Since then, I have come to the realization that there is a downside to Writing With Ease and that is this:  it is too effective at what it teaches.

What do I mean?

Writing With Ease focuses on teaching a specific style of narration; namely, answering questions on particular aspects of a passage so that a student can then summarize the passage in two or three sentences.  Students are not supposed to give an oral narration full of details à la Charlotte Mason.  That, in itself, is not a bad thing.  However, it has created some challenges in our homeschool.

In Delightful’s Grade 3 year, I was sick with hyperemesis gravidarum and so we used A Beka’s Writing and Grammar worktext to keep up with writing.  Delightful found the grammar to be difficult and struggled with the writing assignments because there was little guidance as to how to do them.  [Note: these are excellent texts for grammar but I think more could be done with the writing component].

Then came Delightful’s Grade 4 year.  Delightful was accustomed to giving detailed oral narrations in various subjects before starting Grade 4.  While planning out her year, I toyed with purchasing Writing With Ease 3.  However, I ended up deciding to try more of a Charlotte Mason approach to writing before purchasing any program.  That meant introducing written narrations while continuing with oral narrations, copywork, and dictation.  And that is where the over-efficiency of Writing With Ease became apparent.

At the beginning of this year, as I tried to show Delightful how to do written narrations, Delightful would consistently produce a 2-4 sentence summary of anything she read.  Then, if given a creative writing assignment such as completing a story from Story Starters, Delightful would still only produce a 2-4 sentence summary of how she would end the story.  I began to talk to her about adding in things like details and dialogue but this initially resulted in frustration.  Somehow Delightful had gotten the idea that good writing is just summarizing ideas.  It seemed way too tedious to add in lots of details to make her writing more interesting.

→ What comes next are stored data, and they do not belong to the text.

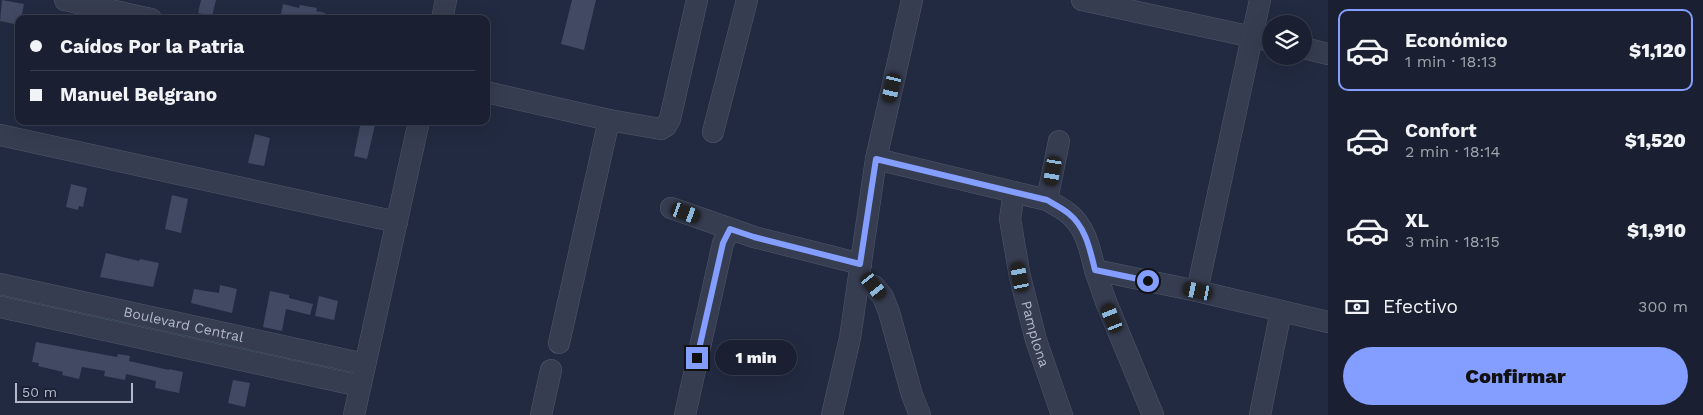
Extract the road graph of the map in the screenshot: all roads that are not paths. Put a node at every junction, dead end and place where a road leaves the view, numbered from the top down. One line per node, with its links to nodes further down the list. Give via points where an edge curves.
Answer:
1 (65, 0): 8 (street)
2 (446, 0): 9 (street)
3 (697, 0): 14 (street, via 666,126 661,129)
4 (747, 0): 16 (street)
5 (912, 0): 19 (street)
6 (1083, 0): 10 (street)
7 (1260, 0): 10 (street)
8 (133, 15)
9 (443, 15)
10 (1262, 39): 28 (street)
11 (1312, 50): 12 (street)
12 (1328, 54)
13 (490, 93): 14 (street)
14 (609, 120): 32 (street)
15 (418, 125): 23 (street)
16 (713, 132)
17 (0, 134): 23 (street)
18 (1059, 141): 21 (street)
19 (876, 159): 20 (street); 26 (street)
20 (1014, 192): 21 (street); 41 (street, Pamplona, via 1010,219 1020,277 1036,340)
21 (1047, 200): 25 (street, via 1080,225)
22 (671, 208): 24 (street)
23 (397, 222): 33 (street)
24 (730, 229): 26 (street); 38 (street, via 723,243)
25 (1095, 270): 28 (street); 42 (street)
26 (860, 272): 39 (street, via 850,338); 40 (street, via 883,297)
27 (0, 284): 33 (street, Boulevard Central)
28 (1198, 291): 30 (street)
29 (0, 307): 35 (street, Boulevard Central)
30 (1281, 311): 31 (street); 43 (street)
31 (1328, 322)
32 (559, 343)
33 (365, 364): 35 (street)
34 (551, 370): 37 (street)
35 (360, 386): 36 (street)
36 (354, 415)
37 (541, 415)
38 (685, 415)
39 (832, 415)
40 (920, 415)
41 (1062, 415)
42 (1153, 415)
43 (1260, 415)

We have since remedied the lack of details issue, but we never would have had such an issue if Writing With Ease hadn’t drilled the concept of summarizing so much.  That is why I believe there is at least one negative to Writing With Ease:  It is excellent at teaching kids how to summarize passages.  So excellent, in fact, that a child might get the idea that summarizing is the sum total of good writing.  So if you intend to use Writing With Ease, be aware that it is highly effective at what it does — and that it might be so effective that you end up having to undo its effectiveness in certain subjects — at least, that is, if you ever want your child to write more than a summary of what has been learned!